Former residents of the program talk about life and work after Gemeinschaft Home in the Year of COVID-19.
he future is never entirely clear for anyone—no matter what direction we take or what choice we make in life—but the prospect is all the more uncertain for the majority of individuals coming out of incarceration. Finding a stable place to live and a job, reconnecting with estranged family members and loved ones, and maintaining sobriety (for those who struggle with addiction) are formidable obstacles but doing so in 2020 has presented an even greater challenge for those making a transition back into the community.
The economic impact of the COVID-19 pandemic—leading to millions of job layoffs and eviction notices—is made all the worse by the staggering number of infections and deaths, that have overburdened the healthcare system and ravaged families with the loss of loved ones, in the wake of the most significant healthcare crisis in 100 years. This was the situation facing former residents Daniel Canterbury, 28, and Jeremy Hill, 36, when they finished the Gemeinschaft Home program last spring. Yet, their time spent in the program has helped to provide a solid foundation for a new start, and so far, they are still on stable ground.
While they both had been incarcerated for drug-related convictions, neither struggled with addiction, which is often the focus of many individuals who go through program. But both emphasize how the house structure and program curriculum provided a chance to gain some valuable tools for living, while also working to save money to live independently after they finished. Taking on leadership roles as senior house representatives, Canterbury and Hill actively participated in the community aspect of the program and helped to orient new residents, manage household chore schedules, and take on extra responsibilities, such as being the house cook on the weekends.

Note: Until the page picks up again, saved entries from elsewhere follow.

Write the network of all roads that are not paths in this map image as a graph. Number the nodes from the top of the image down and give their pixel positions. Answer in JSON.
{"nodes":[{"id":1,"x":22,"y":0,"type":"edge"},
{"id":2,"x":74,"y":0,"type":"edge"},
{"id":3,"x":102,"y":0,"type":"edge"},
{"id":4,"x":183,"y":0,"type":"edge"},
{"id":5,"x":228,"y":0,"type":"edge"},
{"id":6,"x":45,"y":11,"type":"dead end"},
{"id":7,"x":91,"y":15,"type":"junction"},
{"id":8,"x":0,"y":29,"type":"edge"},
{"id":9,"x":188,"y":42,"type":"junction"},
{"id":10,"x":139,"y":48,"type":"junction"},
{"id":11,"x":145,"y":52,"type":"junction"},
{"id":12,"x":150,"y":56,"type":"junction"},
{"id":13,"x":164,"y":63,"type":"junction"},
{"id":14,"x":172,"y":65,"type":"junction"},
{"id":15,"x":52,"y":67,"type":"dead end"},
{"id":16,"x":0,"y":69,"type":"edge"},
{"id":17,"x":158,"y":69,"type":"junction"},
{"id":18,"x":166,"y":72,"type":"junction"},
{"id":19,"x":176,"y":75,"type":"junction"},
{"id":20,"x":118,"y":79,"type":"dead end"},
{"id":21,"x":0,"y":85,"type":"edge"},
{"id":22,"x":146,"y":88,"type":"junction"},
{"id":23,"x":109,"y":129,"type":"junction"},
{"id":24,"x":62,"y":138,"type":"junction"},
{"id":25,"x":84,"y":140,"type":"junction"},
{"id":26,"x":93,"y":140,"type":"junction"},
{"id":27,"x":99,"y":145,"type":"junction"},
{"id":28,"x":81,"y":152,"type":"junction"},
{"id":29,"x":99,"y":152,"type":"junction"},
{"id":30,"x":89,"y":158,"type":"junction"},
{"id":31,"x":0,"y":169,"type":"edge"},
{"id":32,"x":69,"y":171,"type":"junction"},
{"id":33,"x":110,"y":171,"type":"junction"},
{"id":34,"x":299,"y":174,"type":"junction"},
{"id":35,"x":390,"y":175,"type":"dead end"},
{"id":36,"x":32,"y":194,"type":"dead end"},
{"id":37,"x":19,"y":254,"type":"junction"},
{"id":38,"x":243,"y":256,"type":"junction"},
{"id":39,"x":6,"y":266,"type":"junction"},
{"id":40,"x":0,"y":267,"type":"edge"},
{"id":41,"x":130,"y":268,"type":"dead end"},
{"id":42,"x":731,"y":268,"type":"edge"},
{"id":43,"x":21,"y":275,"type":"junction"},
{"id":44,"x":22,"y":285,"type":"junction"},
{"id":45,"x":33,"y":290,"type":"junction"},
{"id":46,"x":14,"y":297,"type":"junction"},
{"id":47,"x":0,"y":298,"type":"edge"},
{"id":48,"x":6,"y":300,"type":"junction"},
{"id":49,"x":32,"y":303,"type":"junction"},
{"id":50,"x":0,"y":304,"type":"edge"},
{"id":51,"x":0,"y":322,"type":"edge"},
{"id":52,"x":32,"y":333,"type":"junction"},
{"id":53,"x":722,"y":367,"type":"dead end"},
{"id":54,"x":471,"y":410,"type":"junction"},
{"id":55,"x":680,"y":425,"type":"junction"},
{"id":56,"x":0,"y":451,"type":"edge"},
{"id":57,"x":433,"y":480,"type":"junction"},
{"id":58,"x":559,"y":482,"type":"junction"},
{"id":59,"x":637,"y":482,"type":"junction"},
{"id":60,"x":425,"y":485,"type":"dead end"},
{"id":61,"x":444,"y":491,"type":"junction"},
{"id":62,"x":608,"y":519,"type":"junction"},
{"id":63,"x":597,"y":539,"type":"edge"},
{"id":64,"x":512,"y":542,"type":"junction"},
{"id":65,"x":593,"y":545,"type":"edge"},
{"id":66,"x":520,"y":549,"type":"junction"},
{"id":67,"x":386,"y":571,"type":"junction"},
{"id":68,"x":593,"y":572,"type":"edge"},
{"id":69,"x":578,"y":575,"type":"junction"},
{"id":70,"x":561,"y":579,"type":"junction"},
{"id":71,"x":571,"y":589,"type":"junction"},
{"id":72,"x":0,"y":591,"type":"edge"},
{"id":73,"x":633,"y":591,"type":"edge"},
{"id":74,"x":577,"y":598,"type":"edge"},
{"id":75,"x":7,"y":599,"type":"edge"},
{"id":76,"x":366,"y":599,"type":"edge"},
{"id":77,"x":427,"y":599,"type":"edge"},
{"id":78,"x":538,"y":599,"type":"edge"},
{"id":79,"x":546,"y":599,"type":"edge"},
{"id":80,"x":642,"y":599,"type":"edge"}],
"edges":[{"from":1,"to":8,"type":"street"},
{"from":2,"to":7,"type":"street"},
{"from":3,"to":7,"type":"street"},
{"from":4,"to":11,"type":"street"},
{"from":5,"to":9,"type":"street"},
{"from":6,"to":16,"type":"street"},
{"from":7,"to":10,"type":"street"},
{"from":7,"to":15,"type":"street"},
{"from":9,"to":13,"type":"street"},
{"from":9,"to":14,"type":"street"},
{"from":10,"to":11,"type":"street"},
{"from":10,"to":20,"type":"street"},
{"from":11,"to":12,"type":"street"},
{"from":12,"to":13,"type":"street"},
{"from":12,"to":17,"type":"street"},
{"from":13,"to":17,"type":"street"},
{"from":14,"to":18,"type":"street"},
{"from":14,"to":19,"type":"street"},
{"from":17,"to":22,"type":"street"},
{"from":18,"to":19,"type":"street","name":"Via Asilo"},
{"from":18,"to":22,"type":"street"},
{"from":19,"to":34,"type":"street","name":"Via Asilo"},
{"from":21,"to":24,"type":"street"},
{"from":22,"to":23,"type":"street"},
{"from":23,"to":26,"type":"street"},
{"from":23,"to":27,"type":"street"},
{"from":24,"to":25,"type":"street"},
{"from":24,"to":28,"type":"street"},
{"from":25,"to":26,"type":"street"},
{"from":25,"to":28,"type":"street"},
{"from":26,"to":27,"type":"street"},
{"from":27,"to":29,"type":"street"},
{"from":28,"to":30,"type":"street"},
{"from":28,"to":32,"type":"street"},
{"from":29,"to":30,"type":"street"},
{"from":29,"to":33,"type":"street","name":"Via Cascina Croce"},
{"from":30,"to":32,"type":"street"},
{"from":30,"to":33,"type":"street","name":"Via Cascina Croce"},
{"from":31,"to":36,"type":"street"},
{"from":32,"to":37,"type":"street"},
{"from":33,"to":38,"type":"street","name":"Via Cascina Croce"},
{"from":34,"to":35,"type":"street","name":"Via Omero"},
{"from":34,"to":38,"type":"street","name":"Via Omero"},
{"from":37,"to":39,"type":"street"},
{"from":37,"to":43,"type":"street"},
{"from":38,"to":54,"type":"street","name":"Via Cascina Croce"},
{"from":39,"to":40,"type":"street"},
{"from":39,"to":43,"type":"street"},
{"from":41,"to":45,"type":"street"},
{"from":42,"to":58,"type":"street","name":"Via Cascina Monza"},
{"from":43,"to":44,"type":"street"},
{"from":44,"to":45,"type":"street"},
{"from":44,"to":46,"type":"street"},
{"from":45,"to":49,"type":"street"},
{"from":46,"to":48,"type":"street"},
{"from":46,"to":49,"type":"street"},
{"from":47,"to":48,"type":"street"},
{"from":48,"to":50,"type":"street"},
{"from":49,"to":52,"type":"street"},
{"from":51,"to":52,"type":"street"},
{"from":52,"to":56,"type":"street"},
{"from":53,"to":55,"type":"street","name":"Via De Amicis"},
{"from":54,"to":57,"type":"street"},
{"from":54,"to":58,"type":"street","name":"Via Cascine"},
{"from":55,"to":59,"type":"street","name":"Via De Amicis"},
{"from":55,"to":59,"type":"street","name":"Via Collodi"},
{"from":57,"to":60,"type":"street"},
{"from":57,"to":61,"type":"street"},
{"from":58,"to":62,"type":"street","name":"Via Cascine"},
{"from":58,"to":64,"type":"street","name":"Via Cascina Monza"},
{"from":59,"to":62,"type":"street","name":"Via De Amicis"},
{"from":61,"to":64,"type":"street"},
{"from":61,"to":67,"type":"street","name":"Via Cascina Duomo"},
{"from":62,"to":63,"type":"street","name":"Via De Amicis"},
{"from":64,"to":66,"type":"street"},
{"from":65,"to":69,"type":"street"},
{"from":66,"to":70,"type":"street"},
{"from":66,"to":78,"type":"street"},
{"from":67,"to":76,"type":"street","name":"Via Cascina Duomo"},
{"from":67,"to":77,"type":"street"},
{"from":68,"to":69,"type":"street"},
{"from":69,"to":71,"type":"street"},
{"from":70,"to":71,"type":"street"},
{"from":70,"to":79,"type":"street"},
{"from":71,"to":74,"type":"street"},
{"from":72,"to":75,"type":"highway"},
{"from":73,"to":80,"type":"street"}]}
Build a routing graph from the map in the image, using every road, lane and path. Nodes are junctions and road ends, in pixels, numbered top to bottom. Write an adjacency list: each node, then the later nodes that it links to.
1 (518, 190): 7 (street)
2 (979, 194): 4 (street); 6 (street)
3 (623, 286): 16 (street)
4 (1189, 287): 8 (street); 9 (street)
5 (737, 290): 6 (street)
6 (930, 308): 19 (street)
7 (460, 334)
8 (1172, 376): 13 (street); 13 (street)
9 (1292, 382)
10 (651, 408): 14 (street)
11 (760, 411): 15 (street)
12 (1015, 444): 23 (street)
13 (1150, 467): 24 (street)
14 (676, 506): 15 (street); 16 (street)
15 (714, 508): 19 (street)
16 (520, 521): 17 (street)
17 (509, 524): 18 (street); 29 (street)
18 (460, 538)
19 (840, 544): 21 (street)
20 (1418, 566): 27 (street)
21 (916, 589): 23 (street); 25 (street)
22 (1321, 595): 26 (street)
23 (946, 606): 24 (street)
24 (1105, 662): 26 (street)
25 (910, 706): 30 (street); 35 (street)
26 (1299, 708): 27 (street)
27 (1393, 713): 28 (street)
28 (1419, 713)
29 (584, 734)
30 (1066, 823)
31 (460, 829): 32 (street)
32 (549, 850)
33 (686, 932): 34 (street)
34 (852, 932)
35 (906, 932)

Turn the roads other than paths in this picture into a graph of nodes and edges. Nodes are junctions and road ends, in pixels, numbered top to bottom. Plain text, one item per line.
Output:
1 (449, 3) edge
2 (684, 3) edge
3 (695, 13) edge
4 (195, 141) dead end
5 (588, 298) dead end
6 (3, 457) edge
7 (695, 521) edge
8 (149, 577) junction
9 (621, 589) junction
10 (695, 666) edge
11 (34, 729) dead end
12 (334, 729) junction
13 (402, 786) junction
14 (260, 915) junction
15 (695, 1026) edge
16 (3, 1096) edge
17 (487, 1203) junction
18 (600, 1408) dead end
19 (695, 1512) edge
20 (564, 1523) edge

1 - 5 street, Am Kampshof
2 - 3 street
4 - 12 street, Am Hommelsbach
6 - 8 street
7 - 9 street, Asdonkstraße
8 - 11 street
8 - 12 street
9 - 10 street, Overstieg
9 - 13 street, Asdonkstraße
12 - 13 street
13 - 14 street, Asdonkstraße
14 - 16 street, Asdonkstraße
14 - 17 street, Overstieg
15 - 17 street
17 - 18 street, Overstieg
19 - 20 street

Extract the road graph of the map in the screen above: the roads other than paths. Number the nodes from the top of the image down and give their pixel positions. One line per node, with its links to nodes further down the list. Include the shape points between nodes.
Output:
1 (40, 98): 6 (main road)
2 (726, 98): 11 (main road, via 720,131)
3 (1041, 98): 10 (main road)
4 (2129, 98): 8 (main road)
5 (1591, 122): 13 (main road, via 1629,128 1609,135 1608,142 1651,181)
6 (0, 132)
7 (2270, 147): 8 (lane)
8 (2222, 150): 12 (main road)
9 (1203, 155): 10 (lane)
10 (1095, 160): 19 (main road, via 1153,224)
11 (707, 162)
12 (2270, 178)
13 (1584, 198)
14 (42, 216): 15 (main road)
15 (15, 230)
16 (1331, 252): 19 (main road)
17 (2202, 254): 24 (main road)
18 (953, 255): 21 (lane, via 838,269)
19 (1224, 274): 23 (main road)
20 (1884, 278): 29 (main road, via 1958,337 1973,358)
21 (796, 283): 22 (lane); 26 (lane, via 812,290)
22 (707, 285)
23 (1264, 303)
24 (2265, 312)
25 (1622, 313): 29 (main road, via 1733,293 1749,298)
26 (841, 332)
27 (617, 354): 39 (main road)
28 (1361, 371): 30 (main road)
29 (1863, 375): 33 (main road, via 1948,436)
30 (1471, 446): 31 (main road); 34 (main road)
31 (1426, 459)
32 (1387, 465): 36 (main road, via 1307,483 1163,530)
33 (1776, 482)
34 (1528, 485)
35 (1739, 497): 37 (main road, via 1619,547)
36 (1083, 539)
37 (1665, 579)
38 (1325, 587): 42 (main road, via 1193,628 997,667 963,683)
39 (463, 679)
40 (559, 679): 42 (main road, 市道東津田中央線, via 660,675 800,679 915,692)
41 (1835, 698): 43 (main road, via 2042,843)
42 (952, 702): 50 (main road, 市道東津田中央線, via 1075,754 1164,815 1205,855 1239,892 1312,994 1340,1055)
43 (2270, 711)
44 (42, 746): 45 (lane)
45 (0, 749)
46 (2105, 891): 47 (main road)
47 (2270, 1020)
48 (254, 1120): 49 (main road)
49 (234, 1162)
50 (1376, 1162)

Both men have a background in the restaurant and food industries, and they worked in related jobs while they were living at Gemeinschaft Home. Plans after the program included establishing a food truck business for Hill, who finished in February, and assisting with the launch of a new local restaurant location for Canterbury, who exited the program in late March. However, the Covid-19 pandemic forced both to switch gears and find an alternative.
Luckily, both have found a place to thrive, despite the enormous impact on the food service industry resulting from the COVID-19 pandemic over the past nine months. Canterbury is a cook locally at the Thunderbird Diner in McGaheysville, nearby his home and family in Elkton. Hill now lives in Abingdon, Virginia, and is the sous chef at Commonwealth Senior Living.
There are still barriers that each man faces day-to-day, and both are still working—nearly a year later—to get their driver license reinstated. Hill points out that limited hours and appointments at the DMV make it nearly impossible to complete the road test, as Saturday is his only day off each week, even though he finished the written test some time ago. Canterbury supports several children, and his partner is currently expecting another child in the upcoming year. He is still repaying court fines, and he will come off probation when he does so, but he continues to make steady progress.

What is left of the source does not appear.